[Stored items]

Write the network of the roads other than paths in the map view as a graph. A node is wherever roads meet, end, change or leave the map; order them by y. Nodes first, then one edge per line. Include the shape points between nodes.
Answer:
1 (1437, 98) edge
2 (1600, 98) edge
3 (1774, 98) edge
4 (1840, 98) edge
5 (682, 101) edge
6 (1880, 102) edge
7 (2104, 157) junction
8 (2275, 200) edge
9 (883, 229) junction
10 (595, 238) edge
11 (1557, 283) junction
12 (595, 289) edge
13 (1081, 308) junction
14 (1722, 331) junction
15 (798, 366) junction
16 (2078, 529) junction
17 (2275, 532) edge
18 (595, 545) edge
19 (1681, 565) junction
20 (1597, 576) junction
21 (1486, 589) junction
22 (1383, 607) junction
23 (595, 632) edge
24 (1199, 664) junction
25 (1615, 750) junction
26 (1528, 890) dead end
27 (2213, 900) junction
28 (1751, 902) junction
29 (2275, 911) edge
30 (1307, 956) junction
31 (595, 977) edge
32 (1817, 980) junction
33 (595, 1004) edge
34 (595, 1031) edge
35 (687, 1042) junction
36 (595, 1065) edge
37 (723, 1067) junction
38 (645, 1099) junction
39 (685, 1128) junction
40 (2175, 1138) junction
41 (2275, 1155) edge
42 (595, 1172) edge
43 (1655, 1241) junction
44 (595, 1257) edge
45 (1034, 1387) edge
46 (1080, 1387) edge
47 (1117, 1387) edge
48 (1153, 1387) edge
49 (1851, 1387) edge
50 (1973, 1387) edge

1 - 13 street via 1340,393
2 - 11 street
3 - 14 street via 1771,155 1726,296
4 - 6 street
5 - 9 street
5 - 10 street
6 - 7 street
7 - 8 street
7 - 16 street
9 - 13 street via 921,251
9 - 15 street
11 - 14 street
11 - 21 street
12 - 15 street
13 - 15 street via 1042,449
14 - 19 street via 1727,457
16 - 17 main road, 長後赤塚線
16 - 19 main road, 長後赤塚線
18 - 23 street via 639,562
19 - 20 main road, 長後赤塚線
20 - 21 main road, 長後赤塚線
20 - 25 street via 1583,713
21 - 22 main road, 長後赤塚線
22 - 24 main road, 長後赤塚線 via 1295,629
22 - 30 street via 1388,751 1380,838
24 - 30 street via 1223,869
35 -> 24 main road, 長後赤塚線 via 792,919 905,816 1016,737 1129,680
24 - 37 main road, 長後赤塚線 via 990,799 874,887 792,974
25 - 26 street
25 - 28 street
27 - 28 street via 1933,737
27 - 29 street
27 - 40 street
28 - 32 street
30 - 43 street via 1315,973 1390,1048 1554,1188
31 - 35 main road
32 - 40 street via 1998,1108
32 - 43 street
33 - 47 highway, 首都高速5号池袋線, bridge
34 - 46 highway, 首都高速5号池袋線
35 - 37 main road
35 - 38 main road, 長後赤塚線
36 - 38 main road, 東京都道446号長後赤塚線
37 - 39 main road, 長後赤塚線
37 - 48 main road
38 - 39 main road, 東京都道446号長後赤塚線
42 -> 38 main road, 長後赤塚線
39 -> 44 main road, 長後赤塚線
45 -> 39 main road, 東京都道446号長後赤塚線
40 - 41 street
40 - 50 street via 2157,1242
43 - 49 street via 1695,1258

# Activity
Set down each entry above again exactly as it reads.

# Response area
Write the network of the roads other than paths in the map view as a graph. A node is wherever roads meet, end, change or leave the map; order them by y. Nodes first, then one edge per line. Include the shape points between nodes.
Answer:
1 (1437, 98) edge
2 (1600, 98) edge
3 (1774, 98) edge
4 (1840, 98) edge
5 (682, 101) edge
6 (1880, 102) edge
7 (2104, 157) junction
8 (2275, 200) edge
9 (883, 229) junction
10 (595, 238) edge
11 (1557, 283) junction
12 (595, 289) edge
13 (1081, 308) junction
14 (1722, 331) junction
15 (798, 366) junction
16 (2078, 529) junction
17 (2275, 532) edge
18 (595, 545) edge
19 (1681, 565) junction
20 (1597, 576) junction
21 (1486, 589) junction
22 (1383, 607) junction
23 (595, 632) edge
24 (1199, 664) junction
25 (1615, 750) junction
26 (1528, 890) dead end
27 (2213, 900) junction
28 (1751, 902) junction
29 (2275, 911) edge
30 (1307, 956) junction
31 (595, 977) edge
32 (1817, 980) junction
33 (595, 1004) edge
34 (595, 1031) edge
35 (687, 1042) junction
36 (595, 1065) edge
37 (723, 1067) junction
38 (645, 1099) junction
39 (685, 1128) junction
40 (2175, 1138) junction
41 (2275, 1155) edge
42 (595, 1172) edge
43 (1655, 1241) junction
44 (595, 1257) edge
45 (1034, 1387) edge
46 (1080, 1387) edge
47 (1117, 1387) edge
48 (1153, 1387) edge
49 (1851, 1387) edge
50 (1973, 1387) edge

1 - 13 street via 1340,393
2 - 11 street
3 - 14 street via 1771,155 1726,296
4 - 6 street
5 - 9 street
5 - 10 street
6 - 7 street
7 - 8 street
7 - 16 street
9 - 13 street via 921,251
9 - 15 street
11 - 14 street
11 - 21 street
12 - 15 street
13 - 15 street via 1042,449
14 - 19 street via 1727,457
16 - 17 main road, 長後赤塚線
16 - 19 main road, 長後赤塚線
18 - 23 street via 639,562
19 - 20 main road, 長後赤塚線
20 - 21 main road, 長後赤塚線
20 - 25 street via 1583,713
21 - 22 main road, 長後赤塚線
22 - 24 main road, 長後赤塚線 via 1295,629
22 - 30 street via 1388,751 1380,838
24 - 30 street via 1223,869
35 -> 24 main road, 長後赤塚線 via 792,919 905,816 1016,737 1129,680
24 - 37 main road, 長後赤塚線 via 990,799 874,887 792,974
25 - 26 street
25 - 28 street
27 - 28 street via 1933,737
27 - 29 street
27 - 40 street
28 - 32 street
30 - 43 street via 1315,973 1390,1048 1554,1188
31 - 35 main road
32 - 40 street via 1998,1108
32 - 43 street
33 - 47 highway, 首都高速5号池袋線, bridge
34 - 46 highway, 首都高速5号池袋線
35 - 37 main road
35 - 38 main road, 長後赤塚線
36 - 38 main road, 東京都道446号長後赤塚線
37 - 39 main road, 長後赤塚線
37 - 48 main road
38 - 39 main road, 東京都道446号長後赤塚線
42 -> 38 main road, 長後赤塚線
39 -> 44 main road, 長後赤塚線
45 -> 39 main road, 東京都道446号長後赤塚線
40 - 41 street
40 - 50 street via 2157,1242
43 - 49 street via 1695,1258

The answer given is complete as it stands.